The DHCP lease is a little under 24 hours. The first DHCP renew request is success around 12 hours later. There is another renew request roughly 12 hours later, and it seems to be successful. However, another 30 minutes later the WAN connection dies. Here is the syslog messages:
Date Time Level Host Name Category Program Messages 12/13/2021 16:43:02 Notice firewall.dono.local user check_reload_status Syncing firewall 12/13/2021 23:48:54 Notice firewall.dono.local user dhclient RENEW 12/13/2021 23:48:54 Notice firewall.dono.local user dhclient Creating resolv.conf 12/14/2021 03:55:11 Notice firewall.dono.local user check_reload_status Syncing firewall 12/14/2021 03:58:07 Notice firewall.dono.local user check_reload_status Syncing firewall 12/14/2021 11:24:26 Notice firewall.dono.local user check_reload_status Syncing firewall 12/14/2021 11:35:46 Notice firewall.dono.local user dhclient RENEW 12/14/2021 11:35:46 Notice firewall.dono.local user dhclient Creating resolv.conf 12/14/2021 12:00:27 Notice firewall.dono.local user check_reload_status Syncing firewall 12/14/2021 12:07:37 Notice firewall.dono.local user check_reload_status Linkup starting ix3 12/14/2021 12:07:37 Information firewall.dono.local kern kernel ix3: link state changed to DOWN 12/14/2021 12:07:38 Error firewall.dono.local daemon dhclient connection closed 12/14/2021 12:07:38 crit firewall.dono.local daemon dhclient exiting. 12/14/2021 12:07:41 Notice firewall.dono.local user check_reload_status Reloading filter
It looks like the DHCP renewal was success, but 30 minutes later check_reload_status performs a "Linkup starting ix3" and the link goes down. I do not know how to further debug or resolve this and would appreciate some help.
Thank you.
-
@dono said in WAN disconnected shortly after DHCP renewed -- check_reload_status:
12:07:37
At this time, check_reload_status that ix3 (your WAN interface, the dhclient config tells me so) was coming up.

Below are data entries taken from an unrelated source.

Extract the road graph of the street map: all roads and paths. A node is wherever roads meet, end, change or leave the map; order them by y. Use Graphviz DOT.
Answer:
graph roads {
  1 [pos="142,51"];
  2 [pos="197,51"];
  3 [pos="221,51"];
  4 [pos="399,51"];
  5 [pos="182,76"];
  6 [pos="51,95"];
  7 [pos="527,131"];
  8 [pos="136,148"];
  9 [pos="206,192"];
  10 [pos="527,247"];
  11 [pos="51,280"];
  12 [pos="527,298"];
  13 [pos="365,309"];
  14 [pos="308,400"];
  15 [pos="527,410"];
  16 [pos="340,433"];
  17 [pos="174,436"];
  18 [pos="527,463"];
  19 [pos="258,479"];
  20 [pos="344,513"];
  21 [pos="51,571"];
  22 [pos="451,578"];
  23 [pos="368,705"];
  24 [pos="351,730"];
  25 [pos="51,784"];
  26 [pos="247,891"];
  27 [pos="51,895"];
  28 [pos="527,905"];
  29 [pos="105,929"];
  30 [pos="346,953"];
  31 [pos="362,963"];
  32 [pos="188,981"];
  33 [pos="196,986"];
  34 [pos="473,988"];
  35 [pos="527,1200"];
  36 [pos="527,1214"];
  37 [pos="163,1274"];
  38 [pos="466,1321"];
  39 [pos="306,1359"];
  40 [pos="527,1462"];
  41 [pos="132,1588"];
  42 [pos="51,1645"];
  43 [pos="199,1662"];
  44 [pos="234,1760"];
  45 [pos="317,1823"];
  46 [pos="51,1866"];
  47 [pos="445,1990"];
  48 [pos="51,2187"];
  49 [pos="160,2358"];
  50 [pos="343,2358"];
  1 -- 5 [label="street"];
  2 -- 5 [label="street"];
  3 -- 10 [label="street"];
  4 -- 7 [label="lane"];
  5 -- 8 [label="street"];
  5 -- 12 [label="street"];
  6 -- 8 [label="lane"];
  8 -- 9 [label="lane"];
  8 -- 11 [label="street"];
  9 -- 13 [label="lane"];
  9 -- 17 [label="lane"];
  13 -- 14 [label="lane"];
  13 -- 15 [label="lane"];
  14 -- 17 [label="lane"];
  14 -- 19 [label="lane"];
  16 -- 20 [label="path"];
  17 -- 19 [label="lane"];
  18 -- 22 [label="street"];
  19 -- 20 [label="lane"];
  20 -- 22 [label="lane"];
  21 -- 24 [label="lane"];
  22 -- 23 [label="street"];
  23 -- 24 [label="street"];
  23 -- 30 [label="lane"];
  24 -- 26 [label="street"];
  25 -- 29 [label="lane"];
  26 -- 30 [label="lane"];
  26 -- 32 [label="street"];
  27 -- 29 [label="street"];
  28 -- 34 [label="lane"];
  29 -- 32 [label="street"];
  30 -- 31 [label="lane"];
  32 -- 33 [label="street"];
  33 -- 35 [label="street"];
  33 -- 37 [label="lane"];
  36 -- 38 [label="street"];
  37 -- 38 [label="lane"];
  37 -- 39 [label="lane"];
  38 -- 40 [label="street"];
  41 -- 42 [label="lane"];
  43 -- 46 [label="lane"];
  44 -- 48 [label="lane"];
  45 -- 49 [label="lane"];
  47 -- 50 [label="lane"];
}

This means it went down just a moment before, the next message "kernel ix3: link state changed to DOWN" confirms this.
The dhclient detects this also : no more WAN interface = no more need for it to run, it exits.Most probably : the ix3: link going down because the upstream devices takes the connection down.
What happens when you put a switch between the WAN and upstream device ?
-
@gertjan said in WAN disconnected shortly after DHCP renewed -- check_reload_status:
What happens when you put a switch between the WAN and upstream device ?
Thank you for the response.
I will try that now. It will take 24 hours to test, so I will post the results then.Thank you.
-
@gertjan said in WAN disconnected shortly after DHCP renewed -- check_reload_status:
Most probably : the ix3: link going down because the upstream devices takes the connection down.
What happens when you put a switch between the WAN and upstream device ?
The test just completed. This time I no longer see logs that the connection went down. I just simply could no longer access the Internet anymore. Let me give the details.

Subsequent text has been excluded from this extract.